The answer austerely remains the same even amongst Washingtonian doublespeak. These “experts,” no matter political titles, are bureaucrats.
How can this Health Care Reform be patient-based, when the individual is left out?
When the president claimed these decisions cannot be based on so-called subjectivity, he simply should have mentioned it as it is: decisions cannot bear on individuality.
However, no physicians cannot acknowledge that each patient comes with a different medical background, a different attitude, a different “quality of life.” This is where doctors, along with patients’ guidelines, make the final judgment based on these individualities.
What is lost upon advocates of this type of Health Care Reform is that all patients and doctors are making the cost-and-benefit analysis. When we outsource these analyses to government bureaucrats under compulsory laws, we cannot expect but to out-ship patients, as did Norway several years back, by sending patients to private, foreign hospitals.
“I don’t want bureaucracies making [the] decisions,” the president told the audience, “but understand… [the] decisions are already being made….” He cited that they are “being made by private insurers.”
The president fails jejunely to recognize the individual element. Individual patients are individual consumers in the health care market, in which goes medical insurance. And under a free market system, as Disney CEO Bob Iger said recently, “The consumer is king, not us the content provider and not you the distributor.”

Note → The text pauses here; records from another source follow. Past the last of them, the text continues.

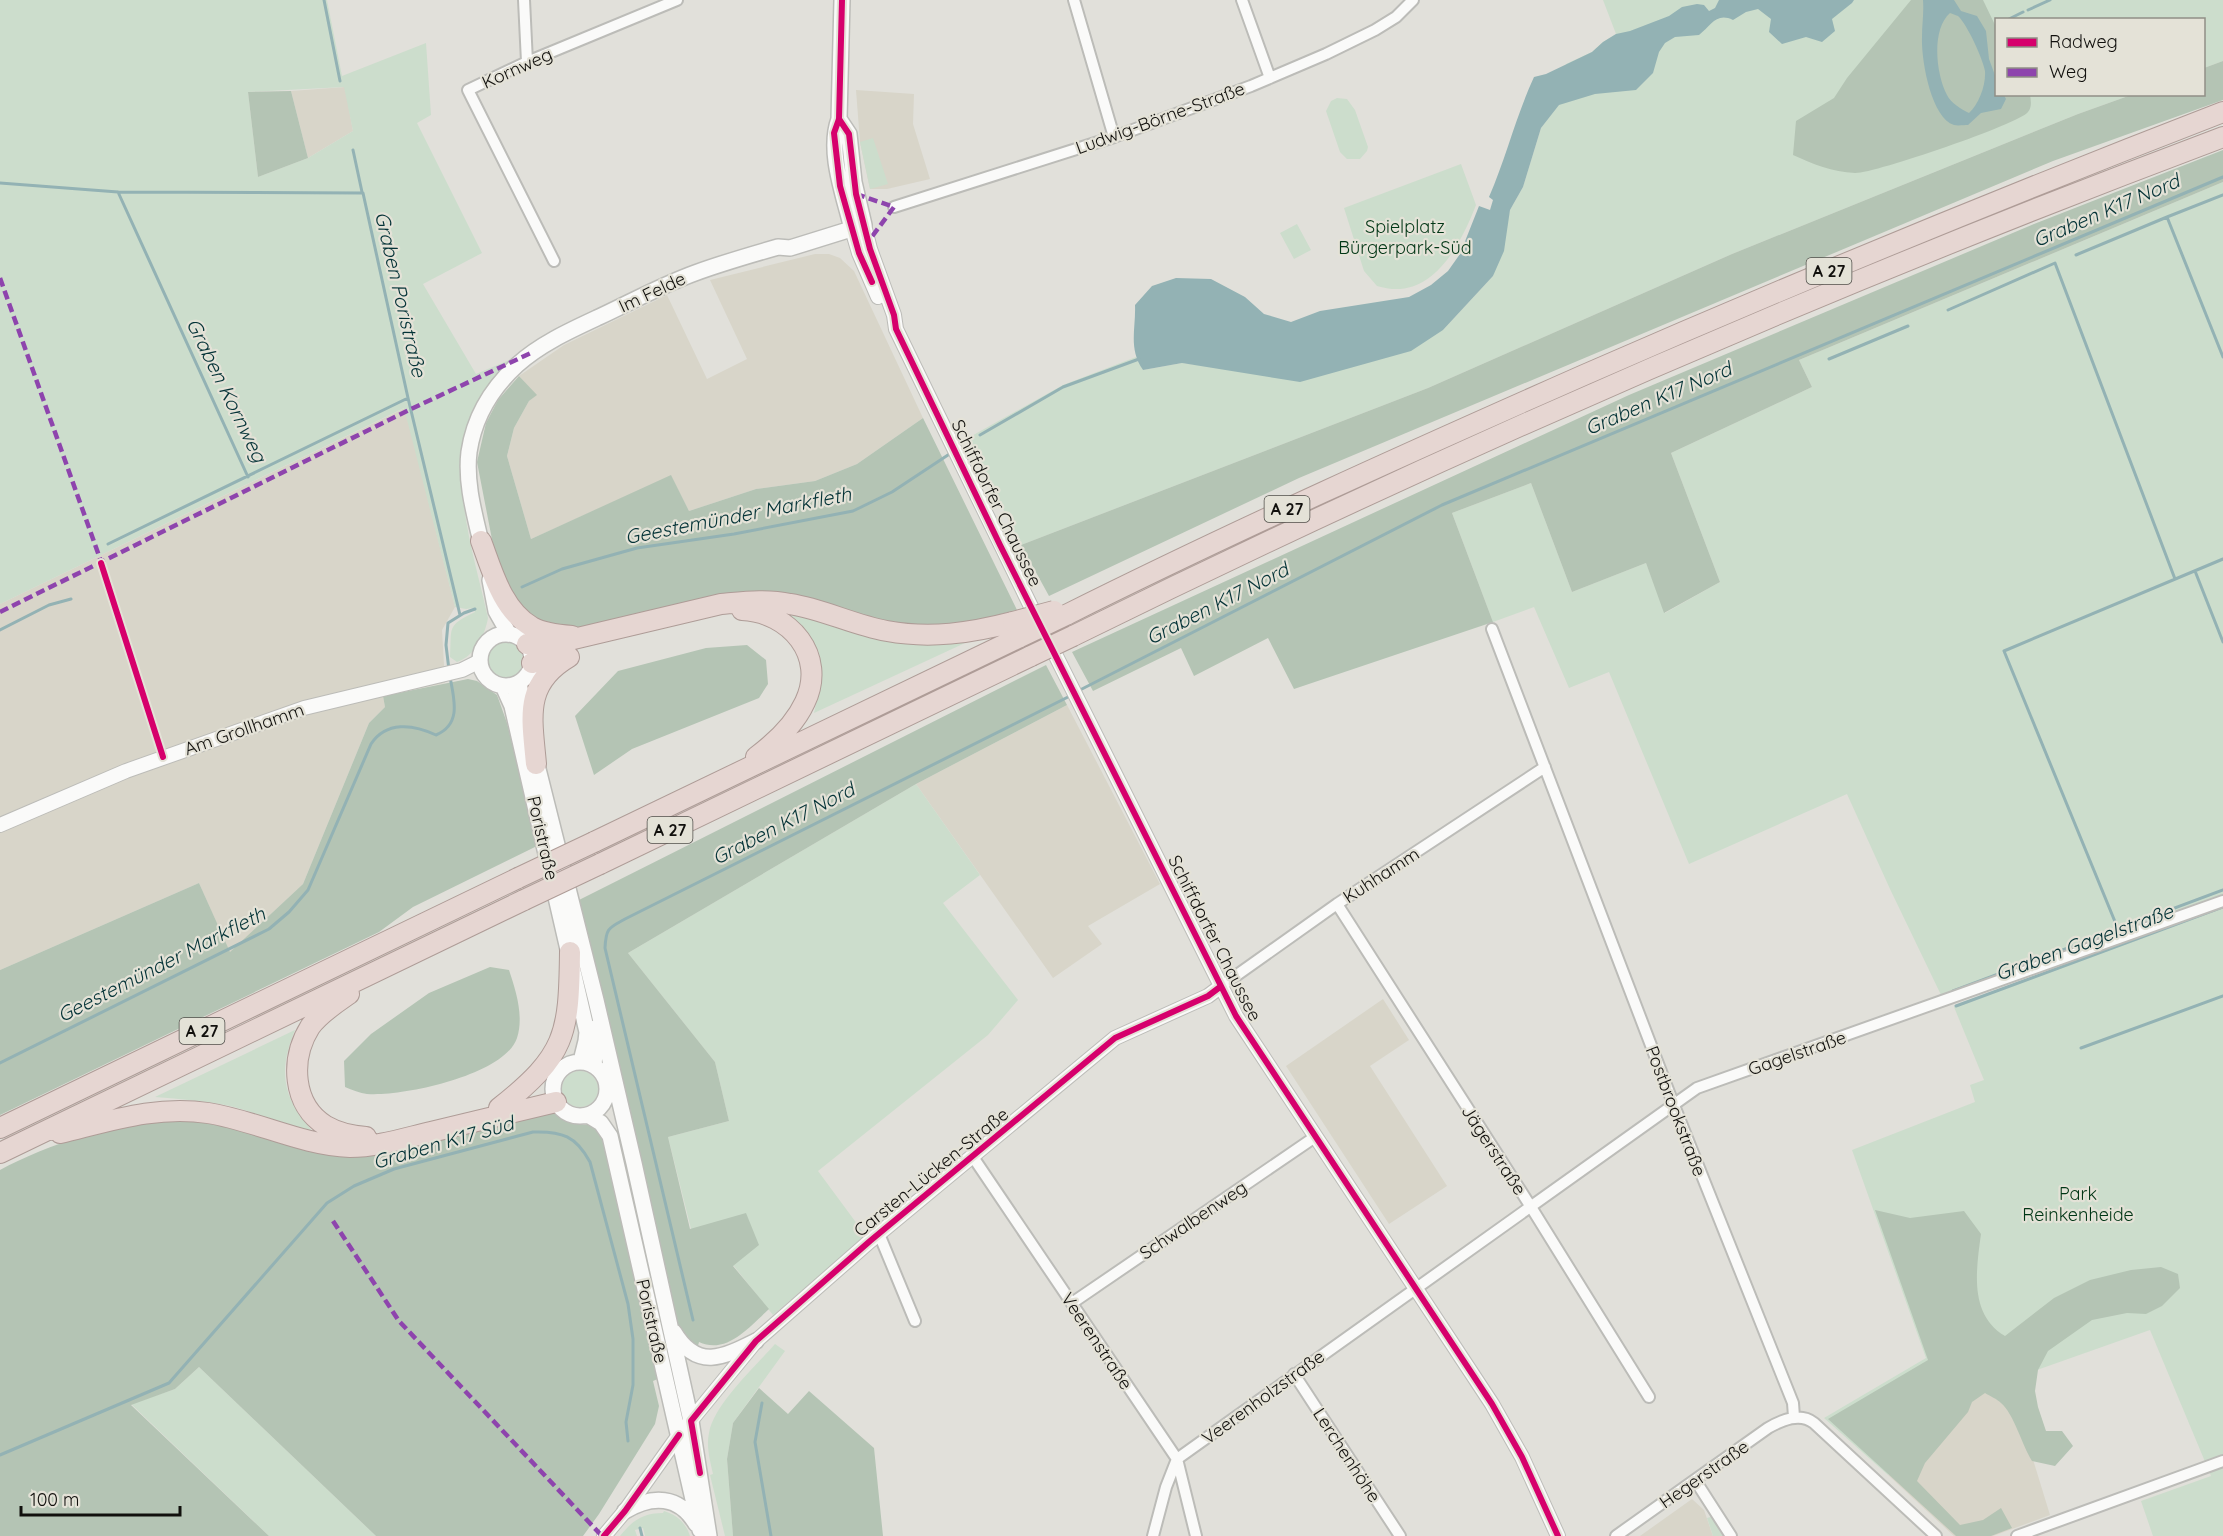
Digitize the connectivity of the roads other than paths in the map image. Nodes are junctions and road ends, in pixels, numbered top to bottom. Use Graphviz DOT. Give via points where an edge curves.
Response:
graph roads {
  1 [pos="524,0"];
  2 [pos="677,0"];
  3 [pos="842,0"];
  4 [pos="1074,0"];
  5 [pos="1242,0"];
  6 [pos="1413,0"];
  7 [pos="527,62"];
  8 [pos="1270,78"];
  9 [pos="2223,112"];
  10 [pos="1113,137"];
  11 [pos="2223,137"];
  12 [pos="894,207"];
  13 [pos="857,223"];
  14 [pos="555,261"];
  15 [pos="481,541"];
  16 [pos="1492,628"];
  17 [pos="1017,630"];
  18 [pos="501,635"];
  19 [pos="589,639"];
  20 [pos="530,654"];
  21 [pos="481,666"];
  22 [pos="519,683"];
  23 [pos="502,686"];
  24 [pos="536,764"];
  25 [pos="1545,767"];
  26 [pos="728,778"];
  27 [pos="0,825"];
  28 [pos="2223,901"];
  29 [pos="1337,904"];
  30 [pos="570,952"];
  31 [pos="409,956"];
  32 [pos="1220,987"];
  33 [pos="596,1000"];
  34 [pos="587,1064"];
  35 [pos="554,1095"];
  36 [pos="1673,1103"];
  37 [pos="602,1105"];
  38 [pos="500,1108"];
  39 [pos="588,1115"];
  40 [pos="0,1128"];
  41 [pos="1315,1137"];
  42 [pos="20,1143"];
  43 [pos="0,1153"];
  44 [pos="974,1157"];
  45 [pos="634,1163"];
  46 [pos="1531,1207"];
  47 [pos="879,1234"];
  48 [pos="1414,1288"];
  49 [pos="1072,1303"];
  50 [pos="915,1321"];
  51 [pos="669,1323"];
  52 [pos="756,1341"];
  53 [pos="1294,1374"];
  54 [pos="1649,1397"];
  55 [pos="1794,1417"];
  56 [pos="692,1421"];
  57 [pos="679,1436"];
  58 [pos="1177,1459"];
  59 [pos="2223,1461"];
  60 [pos="1695,1480"];
  61 [pos="625,1511"];
  62 [pos="704,1534"];
  63 [pos="604,1536"];
  64 [pos="1153,1536"];
  65 [pos="1196,1536"];
  66 [pos="1400,1536"];
  67 [pos="1558,1536"];
  68 [pos="1616,1536"];
  69 [pos="1731,1536"];
  70 [pos="1936,1536"];
  71 [pos="2017,1536"];
  1 -- 7 [label="street"];
  2 -- 7 [label="street, Kornweg"];
  3 -- 13 [label="main road, Schiffdorfer Chaussee" via="840,118 849,134"];
  4 -- 10 [label="street"];
  5 -- 8 [label="street"];
  6 -- 8 [label="street, Ludwig-Börne-Straße" via="1375,30"];
  7 -- 14 [label="street, Kornweg" via="468,90"];
  8 -- 10 [label="street, Ludwig-Börne-Straße"];
  9 -- 17 [label="highway, A 27, bridge" via="2008,196 1726,314 1438,439 1137,580"];
  10 -- 12 [label="street, Ludwig-Börne-Straße"];
  11 -- 31 [label="highway, A 27, bridge" via="1796,306 1272,538"];
  13 -- 15 [label="main road, Im Felde" via="790,248 778,247 693,273 574,329 517,365 487,400 472,436 468,471"];
  13 -- 32 [label="street, Schiffdorfer Chaussee" via="859,253 888,319 894,324"];
  15 -- 18 [label="main road"];
  15 -- 19 [label="highway" via="502,593 518,617 533,628"];
  16 -- 25 [label="street, Postbrookstraße"];
  17 -- 19 [label="highway" via="910,635 863,626 791,604 748,601 721,604"];
  17 -- 26 [label="highway, A 27"];
  18 -- 20 [label="main road" via="522,639"];
  18 -- 21 [label="main road" via="484,647"];
  19 -- 20 [label="highway"];
  19 -- 24 [label="highway" via="540,682 532,713"];
  19 -- 26 [label="highway" via="735,610 752,610 777,618 789,627 808,655 812,672 806,700 770,747"];
  20 -- 22 [label="main road" via="530,671"];
  21 -- 23 [label="main road, Poristraße" via="491,681"];
  21 -- 27 [label="street, Am Grollhamm" via="328,701 272,719 126,771"];
  22 -- 23 [label="main road"];
  22 -- 24 [label="main road, Poristraße"];
  23 -- 30 [label="main road, Poristraße" via="512,706"];
  24 -- 33 [label="main road, Poristraße"];
  25 -- 29 [label="street, Kuhhamm"];
  25 -- 36 [label="street, Postbrookstraße"];
  26 -- 40 [label="highway, A 27, bridge"];
  28 -- 36 [label="street, Gagelstraße" via="1697,1088"];
  29 -- 32 [label="street, Kuhhamm"];
  29 -- 46 [label="street, Jägerstraße"];
  30 -- 34 [label="main road, Poristraße" via="587,1032"];
  30 -- 38 [label="highway" via="569,1004 562,1038 546,1066"];
  31 -- 38 [label="highway" via="334,1005 311,1025 297,1062 298,1087 305,1105 327,1126 347,1135 367,1137"];
  31 -- 42 [label="highway, A 27"];
  32 -- 41 [label="street, Schiffdorfer Chaussee"];
  32 -- 44 [label="street, Carsten-Lücken-Straße" via="1115,1038"];
  33 -- 34 [label="main road, Poristraße" via="597,1037"];
  33 -- 45 [label="main road, Poristraße"];
  34 -- 35 [label="main road" via="564,1066 554,1079"];
  34 -- 37 [label="main road" via="600,1070 606,1084"];
  35 -- 38 [label="highway"];
  35 -- 39 [label="main road, Poristraße" via="566,1112"];
  35 -- 42 [label="highway" via="392,1141 353,1147 306,1142 253,1124 187,1111 136,1114"];
  36 -- 46 [label="street, Gagelstraße"];
  36 -- 55 [label="street, Postbrookstraße" via="1793,1402"];
  37 -- 39 [label="main road"];
  37 -- 45 [label="main road, Poristraße"];
  39 -- 57 [label="main road, Poristraße" via="601,1123 610,1136"];
  41 -- 48 [label="street, Schiffdorfer Chaussee"];
  41 -- 49 [label="street, Schwalbenweg"];
  42 -- 43 [label="highway, A 27"];
  44 -- 47 [label="street, Carsten-Lücken-Straße"];
  44 -- 49 [label="street, Veerenstraße"];
  45 -- 51 [label="main road, Poristraße"];
  46 -- 48 [label="street, Gagelstraße"];
  46 -- 54 [label="street, Jägerstraße"];
  47 -- 50 [label="street"];
  47 -- 52 [label="street, Carsten-Lücken-Straße"];
  48 -- 53 [label="street, Veerenholzstraße"];
  48 -- 67 [label="street, Schiffdorfer Chaussee" via="1497,1413"];
  49 -- 58 [label="street, Veerenstraße"];
  51 -- 52 [label="main road" via="683,1347 699,1355 726,1356"];
  51 -- 56 [label="main road, Poristraße"];
  52 -- 56 [label="street, Carsten-Lücken-Straße"];
  53 -- 58 [label="street, Veerenholzstraße"];
  53 -- 66 [label="street, Lerchenhöhe"];
  55 -- 60 [label="street, Hegerstraße" via="1768,1428"];
  55 -- 70 [label="street" via="1810,1420"];
  56 -- 57 [label="street, Carsten-Lücken-Straße"];
  56 -- 62 [label="main road, Poristraße"];
  57 -- 61 [label="street, Carsten-Lücken-Straße"];
  57 -- 62 [label="main road, Poristraße"];
  58 -- 64 [label="street"];
  58 -- 65 [label="street, Veerenstraße"];
  59 -- 71 [label="street"];
  60 -- 68 [label="street, Hegerstraße"];
  60 -- 69 [label="street"];
  61 -- 62 [label="main road" via="651,1500 671,1502 690,1513"];
  61 -- 63 [label="street, Carsten-Lücken-Straße"];
}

This discussion is not solely societal, political, economic, or even medical. It is all of these and as well a philosophical one. We must be willing to ask ourselves some deeply rooted questions about our own individuality, such as where does the individual stand when against the collective.
The answer historically is in a line with a number.
This column is the beginning of a series on the issue of Health Care Reform. I find the topic interesting, yet more so it seems in need of serious and thoughtful discussion.